В урочище Нижняя Часта, где год назад работал по снегу Саша Шелепов, мы осмотрели заподсоченный кедрач. Кедровая живица — прекрасный исходный продукт для получения скипидара и канифоли, применяемых при производстве лаков, камфоры, мыла, бумаги.

Виталий рассказал мне, что у них в Уймени живет знаменитый алтайский подсочник Михайлов, который разработал такой метод добычи живицы, что его карры вот уже двадцать лет дают максимальный выход смолы из стволов, а деревья нисколько не страдают.

Побывали мы и на опытных рубках. Ничего подобного нет пока нигде в Сибири. Ребята давно знали о методе костромского лесоруба Геннадия Денисова, который берет из леса древесину, не губя молодняк, не допуская перерубов. Решили попробовать у себя. Но для горных условий рекомендации Денисова не годились.

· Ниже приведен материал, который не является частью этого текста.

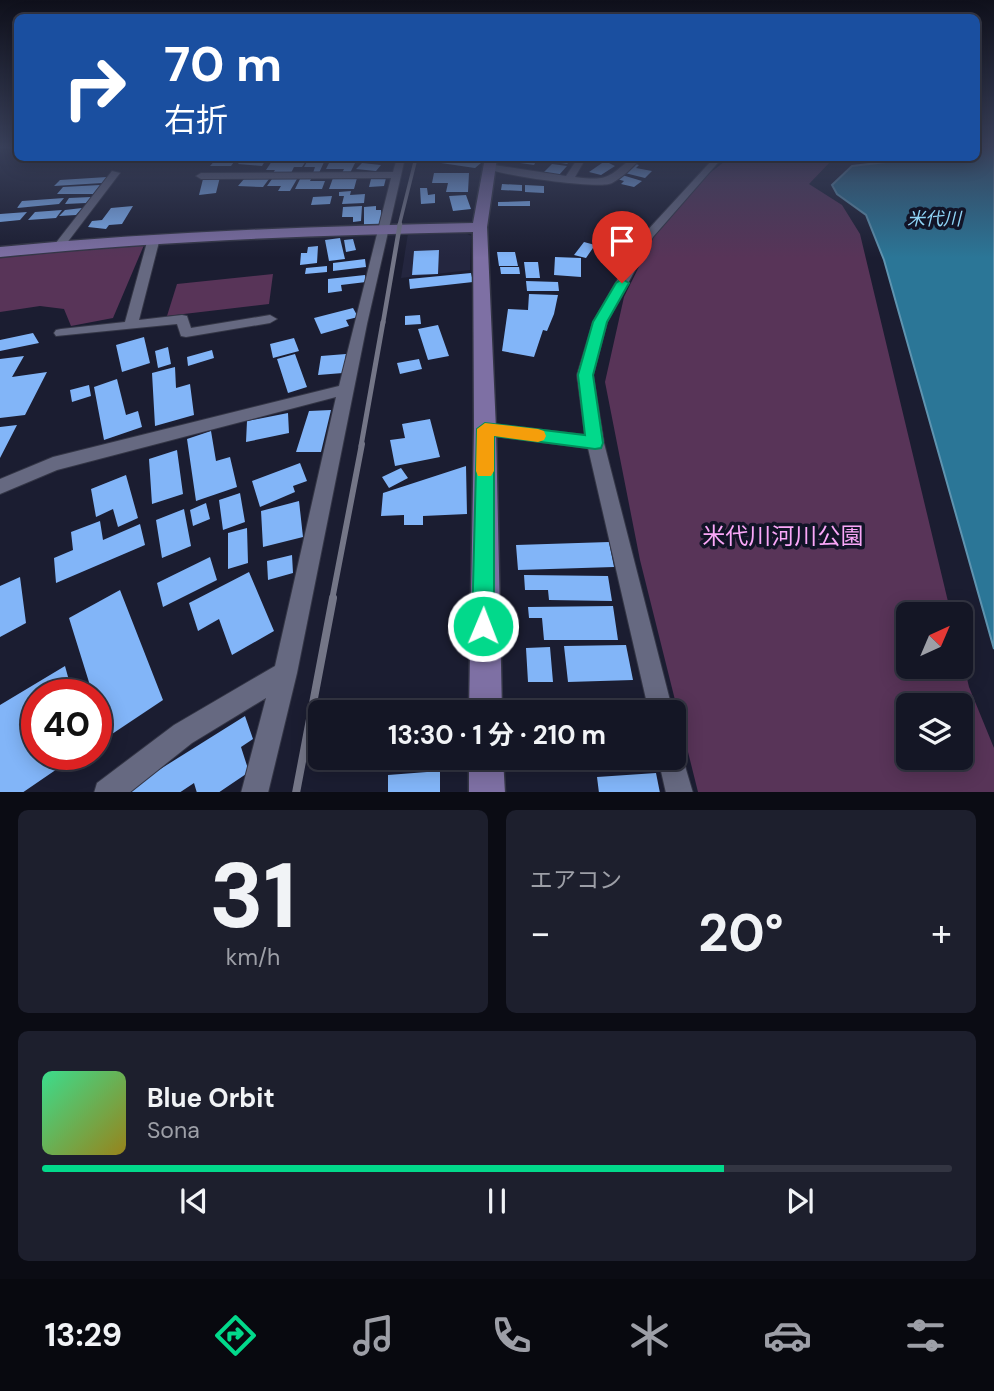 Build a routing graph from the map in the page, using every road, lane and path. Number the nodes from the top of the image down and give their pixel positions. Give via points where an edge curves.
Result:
1 (107, 184) edge
2 (395, 184) edge
3 (486, 184) edge
4 (695, 184) edge
5 (480, 227) junction
6 (385, 229) junction
7 (153, 242) junction
8 (59, 246) junction
9 (0, 252) edge
10 (270, 318) dead end
11 (131, 325) junction
12 (61, 333) dead end
13 (348, 389) junction
14 (485, 429) junction
15 (595, 443) junction
16 (0, 487) edge
17 (285, 673) junction
18 (485, 700) edge
19 (658, 700) edge
20 (486, 770) edge
21 (674, 770) edge
22 (108, 792) edge
23 (254, 792) edge
24 (486, 792) edge
25 (680, 792) edge

1 - 8 street
2 - 6 street
3 - 5 street
4 - 15 street via 648,236 600,322 585,375
5 - 6 street
5 - 14 street
6 - 7 street
6 - 13 street
7 - 8 street
7 - 11 street
8 - 9 street
10 - 11 street via 186,334 182,319
11 - 12 street
13 - 16 street via 53,464
13 - 17 street
14 - 15 street
14 - 18 street
15 - 19 street
17 - 22 street via 183,734
17 - 23 street
20 - 24 street
21 - 25 street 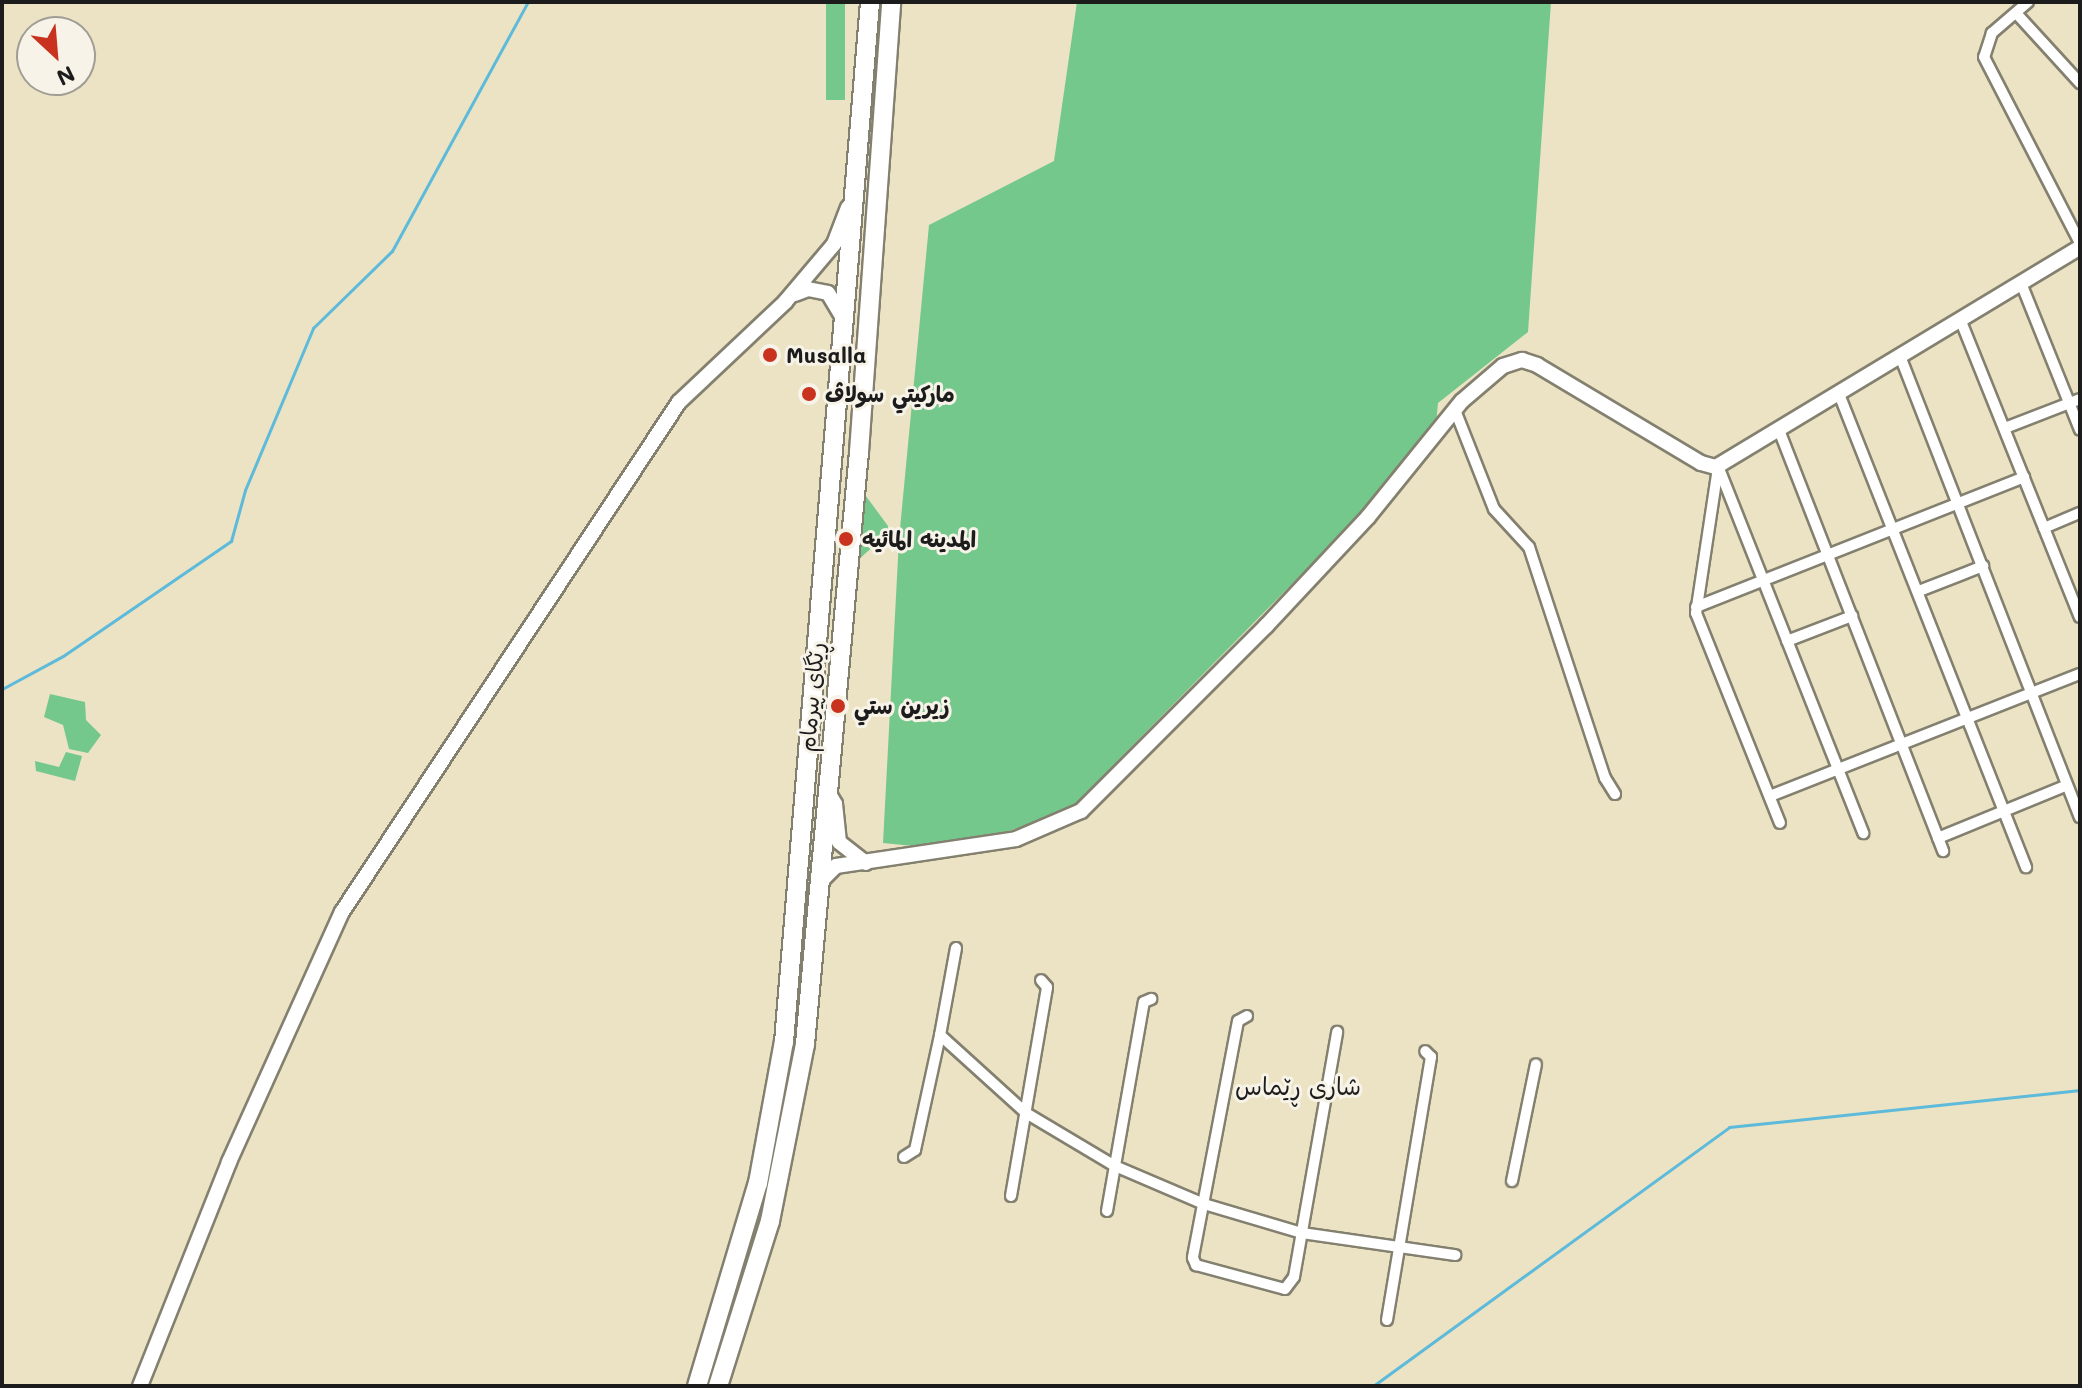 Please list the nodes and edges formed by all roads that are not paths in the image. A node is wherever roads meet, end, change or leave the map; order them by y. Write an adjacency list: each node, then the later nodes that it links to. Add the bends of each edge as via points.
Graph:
1 (2028, 2): 4 (street)
2 (869, 8): 3 (highway); 6 (highway, ڕێگای پیرمام)
3 (890, 9): 21 (highway, ڕێگای پیرمام)
4 (2016, 13): 5 (street); 7 (street, via 1992,33 1984,57)
5 (2080, 83)
6 (853, 188): 9 (street, via 834,244); 11 (highway, ڕێگای پیرمام)
7 (2080, 241): 8 (street)
8 (2021, 283): 10 (street); 14 (street)
9 (785, 302): 11 (street, via 808,289 828,293 841,309); 72 (street, via 679,402 342,912 229,1162)
10 (1960, 319): 12 (street); 16 (street)
11 (845, 329): 23 (highway, ڕێگای پیرمام)
12 (1900, 356): 13 (street); 22 (street)
13 (1839, 394): 17 (street); 26 (street)
14 (2075, 401): 16 (street); 18 (street)
15 (1455, 410): 19 (street, via 1497,369 1522,360 1706,466); 42 (street, via 1494,509 1523,537 1537,567 1592,740); 50 (street, via 1358,528 1081,811 1016,839)
16 (2005, 428): 20 (street)
17 (1779, 430): 19 (street); 27 (street)
18 (2080, 430)
19 (1718, 466): 29 (street); 31 (street)
20 (2024, 477): 22 (street); 25 (street)
21 (854, 503): 23 (highway); 41 (highway, ڕێگای پیرمام)
22 (1959, 503): 26 (street); 28 (street)
23 (830, 509): 73 (highway, ڕێگای پیرمام, via 784,1042 758,1183)
24 (2080, 513): 25 (street)
25 (2044, 528): 33 (street)
26 (1896, 529): 27 (street); 30 (street)
27 (1828, 554): 29 (street); 32 (street)
28 (1983, 566): 30 (street); 36 (street)
29 (1762, 580): 31 (street); 34 (street)
30 (1919, 591): 37 (street)
31 (1696, 607): 43 (street)
32 (1852, 616): 34 (street); 38 (street)
33 (2080, 617)
34 (1787, 641): 39 (street)
35 (2080, 674): 36 (street)
36 (2033, 693): 37 (street); 40 (street)
37 (1967, 718): 38 (street); 44 (street)
38 (1902, 744): 39 (street); 48 (street)
39 (1837, 769): 43 (street); 47 (street)
40 (2072, 787): 44 (street); 45 (street)
41 (827, 791): 50 (street, via 835,804 839,842); 52 (highway, ڕێگای پیرمام)
42 (1615, 794)
43 (1770, 796): 46 (street)
44 (2003, 811): 48 (street); 51 (street)
45 (2080, 817)
46 (1780, 823)
47 (1863, 833)
48 (1938, 838): 49 (street)
49 (1943, 851)
50 (866, 863): 52 (street, via 836,866)
51 (2026, 867)
52 (819, 883): 74 (highway, ڕێگای پیرمام, via 805,1044 786,1146 770,1221)
53 (956, 948): 58 (street)
54 (1041, 980): 61 (street, via 1047,987)
55 (1151, 999): 63 (street, via 1144,1002)
56 (1247, 1016): 66 (street, via 1238,1021)
57 (1337, 1032): 68 (street)
58 (940, 1035): 61 (street); 62 (street, via 915,1150)
59 (1425, 1051): 69 (street, via 1431,1057)
60 (1536, 1064): 64 (street)
61 (1026, 1113): 63 (street); 65 (street)
62 (904, 1157)
63 (1115, 1166): 66 (street); 67 (street)
64 (1512, 1181)
65 (1011, 1196)
66 (1204, 1204): 68 (street); 68 (street, via 1196,1265 1285,1289 1293,1284)
67 (1107, 1211)
68 (1302, 1233): 69 (street)
69 (1402, 1247): 70 (street); 71 (street)
70 (1455, 1255)
71 (1387, 1320)
72 (140, 1386)
73 (697, 1386)
74 (718, 1386)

Молодые инженеры сами нашли оптимальную ширину лесосеки и волока, долго учили вальщиков строго соблюдать угол падения дерев. Сейчас остается весь пихтарник и кедровый самосев, лесосеки чистые, и по волокам не размоет овраги, выработка увеличилась, и заработки тоже. Если кто из сибиряков заинтересуется подробностями, ищите их в специальной литературе, где о методе кедроградцев не раз писал Виталий Парфенов.